EXERCISE OBJECTIVE: Exactly as written, transcribe each record below.

Stored entries:
BEGIN
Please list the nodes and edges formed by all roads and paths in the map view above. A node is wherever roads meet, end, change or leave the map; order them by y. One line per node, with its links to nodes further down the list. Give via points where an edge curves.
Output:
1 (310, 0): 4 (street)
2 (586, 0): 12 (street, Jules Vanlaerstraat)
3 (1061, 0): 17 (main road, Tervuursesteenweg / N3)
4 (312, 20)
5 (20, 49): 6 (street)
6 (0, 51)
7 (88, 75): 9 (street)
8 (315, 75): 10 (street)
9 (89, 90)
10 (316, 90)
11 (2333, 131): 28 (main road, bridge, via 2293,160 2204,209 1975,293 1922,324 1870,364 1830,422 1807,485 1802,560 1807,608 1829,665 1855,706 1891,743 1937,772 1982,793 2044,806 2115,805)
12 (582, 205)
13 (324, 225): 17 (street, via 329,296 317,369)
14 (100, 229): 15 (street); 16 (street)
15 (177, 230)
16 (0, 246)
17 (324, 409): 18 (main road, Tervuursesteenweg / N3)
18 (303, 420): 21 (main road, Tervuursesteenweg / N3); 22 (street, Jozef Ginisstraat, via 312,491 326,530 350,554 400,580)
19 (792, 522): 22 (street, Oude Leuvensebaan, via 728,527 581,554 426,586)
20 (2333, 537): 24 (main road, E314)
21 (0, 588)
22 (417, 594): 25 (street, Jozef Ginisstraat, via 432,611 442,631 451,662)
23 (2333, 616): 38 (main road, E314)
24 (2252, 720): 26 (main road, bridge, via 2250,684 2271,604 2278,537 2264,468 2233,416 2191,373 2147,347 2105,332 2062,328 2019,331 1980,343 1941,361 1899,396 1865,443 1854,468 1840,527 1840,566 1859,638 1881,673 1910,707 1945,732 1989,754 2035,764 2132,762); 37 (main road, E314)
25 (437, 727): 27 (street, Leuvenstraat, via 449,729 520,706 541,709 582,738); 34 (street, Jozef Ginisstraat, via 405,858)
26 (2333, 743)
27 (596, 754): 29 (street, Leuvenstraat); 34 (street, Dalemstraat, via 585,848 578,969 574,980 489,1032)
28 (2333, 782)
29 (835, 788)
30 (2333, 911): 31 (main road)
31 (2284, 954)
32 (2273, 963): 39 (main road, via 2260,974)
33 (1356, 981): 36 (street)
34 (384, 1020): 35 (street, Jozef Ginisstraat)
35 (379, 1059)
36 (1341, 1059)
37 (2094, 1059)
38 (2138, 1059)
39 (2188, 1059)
END
RESULT OF THE EXERCISE:
Please list the nodes and edges formed by all roads and paths in the map view above. A node is wherever roads meet, end, change or leave the map; order them by y. One line per node, with its links to nodes further down the list. Give via points where an edge curves.
Output:
1 (310, 0): 4 (street)
2 (586, 0): 12 (street, Jules Vanlaerstraat)
3 (1061, 0): 17 (main road, Tervuursesteenweg / N3)
4 (312, 20)
5 (20, 49): 6 (street)
6 (0, 51)
7 (88, 75): 9 (street)
8 (315, 75): 10 (street)
9 (89, 90)
10 (316, 90)
11 (2333, 131): 28 (main road, bridge, via 2293,160 2204,209 1975,293 1922,324 1870,364 1830,422 1807,485 1802,560 1807,608 1829,665 1855,706 1891,743 1937,772 1982,793 2044,806 2115,805)
12 (582, 205)
13 (324, 225): 17 (street, via 329,296 317,369)
14 (100, 229): 15 (street); 16 (street)
15 (177, 230)
16 (0, 246)
17 (324, 409): 18 (main road, Tervuursesteenweg / N3)
18 (303, 420): 21 (main road, Tervuursesteenweg / N3); 22 (street, Jozef Ginisstraat, via 312,491 326,530 350,554 400,580)
19 (792, 522): 22 (street, Oude Leuvensebaan, via 728,527 581,554 426,586)
20 (2333, 537): 24 (main road, E314)
21 (0, 588)
22 (417, 594): 25 (street, Jozef Ginisstraat, via 432,611 442,631 451,662)
23 (2333, 616): 38 (main road, E314)
24 (2252, 720): 26 (main road, bridge, via 2250,684 2271,604 2278,537 2264,468 2233,416 2191,373 2147,347 2105,332 2062,328 2019,331 1980,343 1941,361 1899,396 1865,443 1854,468 1840,527 1840,566 1859,638 1881,673 1910,707 1945,732 1989,754 2035,764 2132,762); 37 (main road, E314)
25 (437, 727): 27 (street, Leuvenstraat, via 449,729 520,706 541,709 582,738); 34 (street, Jozef Ginisstraat, via 405,858)
26 (2333, 743)
27 (596, 754): 29 (street, Leuvenstraat); 34 (street, Dalemstraat, via 585,848 578,969 574,980 489,1032)
28 (2333, 782)
29 (835, 788)
30 (2333, 911): 31 (main road)
31 (2284, 954)
32 (2273, 963): 39 (main road, via 2260,974)
33 (1356, 981): 36 (street)
34 (384, 1020): 35 (street, Jozef Ginisstraat)
35 (379, 1059)
36 (1341, 1059)
37 (2094, 1059)
38 (2138, 1059)
39 (2188, 1059)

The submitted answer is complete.